━━━━━ Extracted records

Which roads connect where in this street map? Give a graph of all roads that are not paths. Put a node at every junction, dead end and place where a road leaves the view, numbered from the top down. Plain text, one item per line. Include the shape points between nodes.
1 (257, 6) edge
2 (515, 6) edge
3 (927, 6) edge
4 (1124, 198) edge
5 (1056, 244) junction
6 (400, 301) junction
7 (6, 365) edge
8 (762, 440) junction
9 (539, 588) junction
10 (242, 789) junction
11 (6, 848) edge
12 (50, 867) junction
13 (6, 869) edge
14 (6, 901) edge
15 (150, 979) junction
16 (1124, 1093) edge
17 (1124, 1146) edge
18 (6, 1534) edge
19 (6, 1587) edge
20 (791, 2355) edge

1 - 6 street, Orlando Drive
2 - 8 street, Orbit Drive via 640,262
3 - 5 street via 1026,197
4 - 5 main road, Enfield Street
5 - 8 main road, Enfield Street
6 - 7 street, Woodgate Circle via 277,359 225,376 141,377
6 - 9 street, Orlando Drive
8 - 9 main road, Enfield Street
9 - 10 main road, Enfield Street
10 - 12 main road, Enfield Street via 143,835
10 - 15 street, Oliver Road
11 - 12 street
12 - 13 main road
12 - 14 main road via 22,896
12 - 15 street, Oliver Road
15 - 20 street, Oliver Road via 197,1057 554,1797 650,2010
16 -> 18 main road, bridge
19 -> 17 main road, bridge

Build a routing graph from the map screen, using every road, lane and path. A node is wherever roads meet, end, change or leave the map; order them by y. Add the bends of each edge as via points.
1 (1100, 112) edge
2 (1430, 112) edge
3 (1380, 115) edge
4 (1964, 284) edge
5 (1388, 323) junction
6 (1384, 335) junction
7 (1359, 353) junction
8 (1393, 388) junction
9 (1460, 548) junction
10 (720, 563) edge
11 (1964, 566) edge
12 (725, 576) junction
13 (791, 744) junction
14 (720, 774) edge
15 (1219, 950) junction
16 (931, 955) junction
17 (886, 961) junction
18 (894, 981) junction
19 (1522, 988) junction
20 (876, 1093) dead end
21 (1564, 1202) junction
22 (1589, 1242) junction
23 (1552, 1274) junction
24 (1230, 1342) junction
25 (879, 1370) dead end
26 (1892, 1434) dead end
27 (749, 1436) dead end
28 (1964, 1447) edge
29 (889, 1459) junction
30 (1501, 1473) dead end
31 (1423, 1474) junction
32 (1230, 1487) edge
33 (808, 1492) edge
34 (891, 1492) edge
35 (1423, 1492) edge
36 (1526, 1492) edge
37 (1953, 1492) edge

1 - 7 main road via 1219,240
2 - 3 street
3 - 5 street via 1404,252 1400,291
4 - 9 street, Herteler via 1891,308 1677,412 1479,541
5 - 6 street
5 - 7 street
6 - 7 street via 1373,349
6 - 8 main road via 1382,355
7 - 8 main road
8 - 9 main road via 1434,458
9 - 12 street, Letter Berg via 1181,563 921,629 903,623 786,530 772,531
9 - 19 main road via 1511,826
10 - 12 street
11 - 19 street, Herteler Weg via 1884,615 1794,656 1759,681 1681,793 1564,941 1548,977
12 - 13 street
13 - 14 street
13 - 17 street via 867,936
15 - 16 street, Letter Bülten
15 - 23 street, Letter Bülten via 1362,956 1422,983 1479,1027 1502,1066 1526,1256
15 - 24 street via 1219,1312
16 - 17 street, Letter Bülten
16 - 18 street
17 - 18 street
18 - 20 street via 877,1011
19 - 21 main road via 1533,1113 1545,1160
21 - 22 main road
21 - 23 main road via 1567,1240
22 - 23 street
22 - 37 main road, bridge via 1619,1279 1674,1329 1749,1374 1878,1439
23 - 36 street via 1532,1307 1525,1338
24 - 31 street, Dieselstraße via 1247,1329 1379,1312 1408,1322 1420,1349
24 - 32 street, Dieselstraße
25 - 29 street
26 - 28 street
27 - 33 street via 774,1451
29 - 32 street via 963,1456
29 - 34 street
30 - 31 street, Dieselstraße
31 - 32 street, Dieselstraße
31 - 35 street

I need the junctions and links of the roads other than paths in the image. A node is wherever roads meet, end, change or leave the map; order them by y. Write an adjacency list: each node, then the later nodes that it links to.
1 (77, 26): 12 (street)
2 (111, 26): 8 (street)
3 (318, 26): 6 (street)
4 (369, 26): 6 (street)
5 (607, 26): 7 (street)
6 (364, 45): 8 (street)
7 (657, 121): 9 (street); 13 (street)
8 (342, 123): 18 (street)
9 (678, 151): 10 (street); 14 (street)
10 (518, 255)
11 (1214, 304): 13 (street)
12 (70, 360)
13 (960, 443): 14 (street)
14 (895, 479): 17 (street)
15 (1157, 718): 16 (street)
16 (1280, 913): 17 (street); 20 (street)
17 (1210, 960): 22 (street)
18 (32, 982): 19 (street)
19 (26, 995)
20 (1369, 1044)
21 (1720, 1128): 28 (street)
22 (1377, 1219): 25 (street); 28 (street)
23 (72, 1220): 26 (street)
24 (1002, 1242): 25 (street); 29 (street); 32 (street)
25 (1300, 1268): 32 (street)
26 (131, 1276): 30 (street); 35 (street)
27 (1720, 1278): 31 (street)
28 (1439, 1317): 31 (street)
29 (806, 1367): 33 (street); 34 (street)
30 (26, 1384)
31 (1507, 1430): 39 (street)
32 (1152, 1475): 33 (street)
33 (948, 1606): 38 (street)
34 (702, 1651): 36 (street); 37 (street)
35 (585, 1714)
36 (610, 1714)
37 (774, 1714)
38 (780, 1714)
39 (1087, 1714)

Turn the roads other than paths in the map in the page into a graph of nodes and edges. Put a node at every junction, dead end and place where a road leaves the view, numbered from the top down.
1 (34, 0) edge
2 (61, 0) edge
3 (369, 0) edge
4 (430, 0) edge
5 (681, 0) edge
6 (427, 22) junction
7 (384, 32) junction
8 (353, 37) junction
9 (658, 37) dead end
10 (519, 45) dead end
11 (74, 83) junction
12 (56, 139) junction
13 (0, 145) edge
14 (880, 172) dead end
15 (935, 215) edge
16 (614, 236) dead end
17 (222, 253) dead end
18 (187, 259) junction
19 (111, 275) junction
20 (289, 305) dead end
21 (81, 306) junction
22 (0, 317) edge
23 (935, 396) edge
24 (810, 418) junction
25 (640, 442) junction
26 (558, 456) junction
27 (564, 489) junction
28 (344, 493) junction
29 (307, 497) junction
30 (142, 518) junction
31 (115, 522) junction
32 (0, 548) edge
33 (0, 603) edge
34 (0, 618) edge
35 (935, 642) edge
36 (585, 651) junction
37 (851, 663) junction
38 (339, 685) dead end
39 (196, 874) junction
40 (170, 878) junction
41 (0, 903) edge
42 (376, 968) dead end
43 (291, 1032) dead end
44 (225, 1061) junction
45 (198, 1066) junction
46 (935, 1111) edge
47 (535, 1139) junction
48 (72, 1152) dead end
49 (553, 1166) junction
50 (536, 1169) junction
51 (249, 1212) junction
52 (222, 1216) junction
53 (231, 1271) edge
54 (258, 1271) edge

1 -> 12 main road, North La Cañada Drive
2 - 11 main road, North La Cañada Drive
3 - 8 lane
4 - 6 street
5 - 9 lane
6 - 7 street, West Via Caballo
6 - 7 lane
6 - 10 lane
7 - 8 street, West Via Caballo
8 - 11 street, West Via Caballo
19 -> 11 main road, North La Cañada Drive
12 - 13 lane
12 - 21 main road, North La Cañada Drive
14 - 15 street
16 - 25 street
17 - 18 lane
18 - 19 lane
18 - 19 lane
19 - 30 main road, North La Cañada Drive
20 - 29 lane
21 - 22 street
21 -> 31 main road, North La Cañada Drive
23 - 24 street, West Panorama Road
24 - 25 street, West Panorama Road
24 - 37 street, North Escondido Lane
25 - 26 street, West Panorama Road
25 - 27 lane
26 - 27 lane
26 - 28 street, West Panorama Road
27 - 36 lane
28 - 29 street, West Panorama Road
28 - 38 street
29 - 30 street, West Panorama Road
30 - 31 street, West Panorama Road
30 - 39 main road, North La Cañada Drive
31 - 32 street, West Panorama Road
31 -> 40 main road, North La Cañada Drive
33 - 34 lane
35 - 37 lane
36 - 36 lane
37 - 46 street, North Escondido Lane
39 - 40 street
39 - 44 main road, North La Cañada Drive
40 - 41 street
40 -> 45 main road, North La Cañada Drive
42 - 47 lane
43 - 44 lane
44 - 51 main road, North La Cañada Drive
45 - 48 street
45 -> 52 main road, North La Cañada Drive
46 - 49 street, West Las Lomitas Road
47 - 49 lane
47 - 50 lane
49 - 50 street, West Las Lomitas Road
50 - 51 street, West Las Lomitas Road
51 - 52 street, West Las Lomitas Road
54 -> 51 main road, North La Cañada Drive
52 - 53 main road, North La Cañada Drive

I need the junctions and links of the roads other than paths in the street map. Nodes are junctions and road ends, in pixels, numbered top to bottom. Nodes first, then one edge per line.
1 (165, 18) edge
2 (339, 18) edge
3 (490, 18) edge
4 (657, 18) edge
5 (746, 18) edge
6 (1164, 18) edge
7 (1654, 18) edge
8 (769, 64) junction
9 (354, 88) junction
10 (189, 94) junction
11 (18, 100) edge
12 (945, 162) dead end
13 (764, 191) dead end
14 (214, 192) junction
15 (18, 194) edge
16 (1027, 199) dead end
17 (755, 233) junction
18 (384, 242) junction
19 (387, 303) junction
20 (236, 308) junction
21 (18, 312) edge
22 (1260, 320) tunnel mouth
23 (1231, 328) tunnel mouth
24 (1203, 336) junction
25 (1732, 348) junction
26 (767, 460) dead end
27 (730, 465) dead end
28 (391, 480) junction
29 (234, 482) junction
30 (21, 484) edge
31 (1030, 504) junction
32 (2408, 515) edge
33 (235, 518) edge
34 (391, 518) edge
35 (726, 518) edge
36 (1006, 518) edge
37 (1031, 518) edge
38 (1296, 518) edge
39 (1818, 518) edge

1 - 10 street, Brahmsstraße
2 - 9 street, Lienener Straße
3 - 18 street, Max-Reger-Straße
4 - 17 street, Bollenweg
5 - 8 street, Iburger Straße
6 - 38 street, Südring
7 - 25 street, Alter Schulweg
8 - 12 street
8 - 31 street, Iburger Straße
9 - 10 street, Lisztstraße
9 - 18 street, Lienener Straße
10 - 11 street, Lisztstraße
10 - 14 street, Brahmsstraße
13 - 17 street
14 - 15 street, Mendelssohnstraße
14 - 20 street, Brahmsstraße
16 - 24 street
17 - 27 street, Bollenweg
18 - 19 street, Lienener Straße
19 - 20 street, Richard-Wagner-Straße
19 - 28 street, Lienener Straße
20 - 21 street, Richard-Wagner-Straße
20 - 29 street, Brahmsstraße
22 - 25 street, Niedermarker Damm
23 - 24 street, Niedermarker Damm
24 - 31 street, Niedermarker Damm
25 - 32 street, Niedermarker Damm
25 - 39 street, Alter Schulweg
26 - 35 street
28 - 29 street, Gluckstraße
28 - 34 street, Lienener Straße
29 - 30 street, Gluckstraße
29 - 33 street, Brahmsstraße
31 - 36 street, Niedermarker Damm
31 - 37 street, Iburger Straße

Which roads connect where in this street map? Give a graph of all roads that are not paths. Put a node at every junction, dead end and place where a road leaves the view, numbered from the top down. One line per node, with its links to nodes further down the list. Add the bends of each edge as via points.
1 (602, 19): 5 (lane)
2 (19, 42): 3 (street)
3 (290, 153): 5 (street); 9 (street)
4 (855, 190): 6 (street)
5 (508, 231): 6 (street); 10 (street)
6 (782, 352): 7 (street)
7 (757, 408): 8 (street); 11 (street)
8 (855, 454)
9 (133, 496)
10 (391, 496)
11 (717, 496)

━━━━━━━━━━

## What to produce
Across all the records above, count the lines that contain "place" and reply with only the number.

## Reply
3